*WHAT YOU WILL DO*. Report the number of lines in the data below where the string "ایرانی" shows up, and only that number.

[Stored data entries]
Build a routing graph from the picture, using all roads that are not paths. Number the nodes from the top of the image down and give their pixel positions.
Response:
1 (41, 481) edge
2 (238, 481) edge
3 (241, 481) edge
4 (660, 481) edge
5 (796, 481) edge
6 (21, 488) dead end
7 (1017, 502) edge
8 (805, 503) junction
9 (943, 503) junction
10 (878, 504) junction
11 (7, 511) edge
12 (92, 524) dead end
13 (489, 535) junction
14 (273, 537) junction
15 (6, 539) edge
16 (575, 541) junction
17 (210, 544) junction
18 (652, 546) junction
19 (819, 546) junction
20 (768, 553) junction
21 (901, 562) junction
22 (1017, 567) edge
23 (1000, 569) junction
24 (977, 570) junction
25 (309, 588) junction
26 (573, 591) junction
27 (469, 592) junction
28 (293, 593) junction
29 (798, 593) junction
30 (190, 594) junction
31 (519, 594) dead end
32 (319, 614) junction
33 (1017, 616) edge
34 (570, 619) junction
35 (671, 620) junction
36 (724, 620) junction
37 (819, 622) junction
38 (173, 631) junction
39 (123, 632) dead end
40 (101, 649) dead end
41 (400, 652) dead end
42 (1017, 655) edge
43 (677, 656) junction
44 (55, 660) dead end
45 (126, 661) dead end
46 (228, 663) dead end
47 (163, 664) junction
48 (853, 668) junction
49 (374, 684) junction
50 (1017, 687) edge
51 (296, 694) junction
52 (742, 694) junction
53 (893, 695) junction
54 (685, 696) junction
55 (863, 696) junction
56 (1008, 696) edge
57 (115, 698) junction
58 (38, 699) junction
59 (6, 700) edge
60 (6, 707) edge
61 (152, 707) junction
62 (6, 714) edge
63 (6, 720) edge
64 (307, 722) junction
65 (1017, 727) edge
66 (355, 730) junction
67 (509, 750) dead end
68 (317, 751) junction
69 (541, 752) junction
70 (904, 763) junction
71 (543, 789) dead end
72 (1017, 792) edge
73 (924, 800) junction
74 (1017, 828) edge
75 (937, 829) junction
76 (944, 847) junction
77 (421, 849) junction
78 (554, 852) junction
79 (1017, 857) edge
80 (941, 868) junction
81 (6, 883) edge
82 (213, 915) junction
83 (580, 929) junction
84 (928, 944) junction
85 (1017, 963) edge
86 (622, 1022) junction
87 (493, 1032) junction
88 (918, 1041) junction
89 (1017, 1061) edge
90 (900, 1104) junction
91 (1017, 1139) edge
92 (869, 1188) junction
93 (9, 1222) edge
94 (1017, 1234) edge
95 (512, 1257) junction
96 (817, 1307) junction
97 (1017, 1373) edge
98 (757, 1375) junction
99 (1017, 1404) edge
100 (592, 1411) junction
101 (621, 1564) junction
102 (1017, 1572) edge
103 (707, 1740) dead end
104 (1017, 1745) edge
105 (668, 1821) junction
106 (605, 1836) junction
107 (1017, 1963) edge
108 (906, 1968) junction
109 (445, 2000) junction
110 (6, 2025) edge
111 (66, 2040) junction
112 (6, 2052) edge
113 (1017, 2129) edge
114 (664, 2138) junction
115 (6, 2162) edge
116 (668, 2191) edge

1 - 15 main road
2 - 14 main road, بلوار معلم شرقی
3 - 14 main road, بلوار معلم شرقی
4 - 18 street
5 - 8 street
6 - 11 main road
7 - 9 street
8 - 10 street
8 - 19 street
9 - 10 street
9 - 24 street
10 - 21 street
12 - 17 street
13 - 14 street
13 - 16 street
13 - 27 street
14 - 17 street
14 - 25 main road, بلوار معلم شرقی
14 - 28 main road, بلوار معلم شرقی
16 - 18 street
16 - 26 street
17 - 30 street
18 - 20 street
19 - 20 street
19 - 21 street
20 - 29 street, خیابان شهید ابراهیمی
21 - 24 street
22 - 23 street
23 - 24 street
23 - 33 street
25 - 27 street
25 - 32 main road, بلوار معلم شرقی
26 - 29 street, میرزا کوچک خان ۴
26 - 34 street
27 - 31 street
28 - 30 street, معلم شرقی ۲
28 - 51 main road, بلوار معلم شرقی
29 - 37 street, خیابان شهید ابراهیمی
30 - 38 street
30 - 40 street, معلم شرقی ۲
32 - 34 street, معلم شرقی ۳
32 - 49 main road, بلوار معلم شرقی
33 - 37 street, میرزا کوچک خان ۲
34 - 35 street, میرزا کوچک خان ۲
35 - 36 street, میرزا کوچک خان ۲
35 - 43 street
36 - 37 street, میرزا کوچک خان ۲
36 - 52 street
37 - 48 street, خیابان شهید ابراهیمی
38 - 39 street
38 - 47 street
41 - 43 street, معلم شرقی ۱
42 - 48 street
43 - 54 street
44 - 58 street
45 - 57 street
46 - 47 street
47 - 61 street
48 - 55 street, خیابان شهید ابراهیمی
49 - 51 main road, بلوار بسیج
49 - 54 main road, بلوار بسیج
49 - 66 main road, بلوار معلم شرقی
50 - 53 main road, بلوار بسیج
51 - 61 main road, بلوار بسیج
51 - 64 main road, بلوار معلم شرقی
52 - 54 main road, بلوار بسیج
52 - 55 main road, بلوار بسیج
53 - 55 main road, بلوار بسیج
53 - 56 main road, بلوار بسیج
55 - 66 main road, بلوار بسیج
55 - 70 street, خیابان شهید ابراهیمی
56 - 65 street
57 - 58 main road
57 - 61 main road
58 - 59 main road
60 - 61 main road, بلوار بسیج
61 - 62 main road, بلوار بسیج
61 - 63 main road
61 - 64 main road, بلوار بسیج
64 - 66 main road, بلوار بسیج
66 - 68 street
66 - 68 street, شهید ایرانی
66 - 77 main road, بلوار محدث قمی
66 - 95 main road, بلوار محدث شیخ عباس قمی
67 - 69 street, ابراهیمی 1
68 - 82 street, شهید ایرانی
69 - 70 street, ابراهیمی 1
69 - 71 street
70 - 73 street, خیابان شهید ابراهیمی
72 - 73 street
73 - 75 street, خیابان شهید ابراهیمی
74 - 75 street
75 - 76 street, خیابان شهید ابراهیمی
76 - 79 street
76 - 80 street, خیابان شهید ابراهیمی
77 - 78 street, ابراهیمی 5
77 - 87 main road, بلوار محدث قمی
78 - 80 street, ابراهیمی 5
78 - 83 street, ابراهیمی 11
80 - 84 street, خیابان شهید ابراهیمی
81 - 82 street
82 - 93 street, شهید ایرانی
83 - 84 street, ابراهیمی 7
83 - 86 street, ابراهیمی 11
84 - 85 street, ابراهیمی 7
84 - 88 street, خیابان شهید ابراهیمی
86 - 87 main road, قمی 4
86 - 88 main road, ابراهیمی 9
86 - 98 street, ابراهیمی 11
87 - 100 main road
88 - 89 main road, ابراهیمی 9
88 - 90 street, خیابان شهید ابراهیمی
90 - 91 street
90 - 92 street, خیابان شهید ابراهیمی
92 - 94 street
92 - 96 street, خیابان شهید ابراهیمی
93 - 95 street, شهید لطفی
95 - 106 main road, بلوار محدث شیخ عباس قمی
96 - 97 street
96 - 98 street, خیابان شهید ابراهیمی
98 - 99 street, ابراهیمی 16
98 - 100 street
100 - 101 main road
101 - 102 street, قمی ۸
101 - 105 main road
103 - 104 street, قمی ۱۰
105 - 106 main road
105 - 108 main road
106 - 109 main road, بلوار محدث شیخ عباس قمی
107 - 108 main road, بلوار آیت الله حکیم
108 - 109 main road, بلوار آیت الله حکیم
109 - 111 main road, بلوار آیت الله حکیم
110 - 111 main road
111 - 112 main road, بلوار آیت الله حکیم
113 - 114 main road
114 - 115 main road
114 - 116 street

*SOLUTION*. 3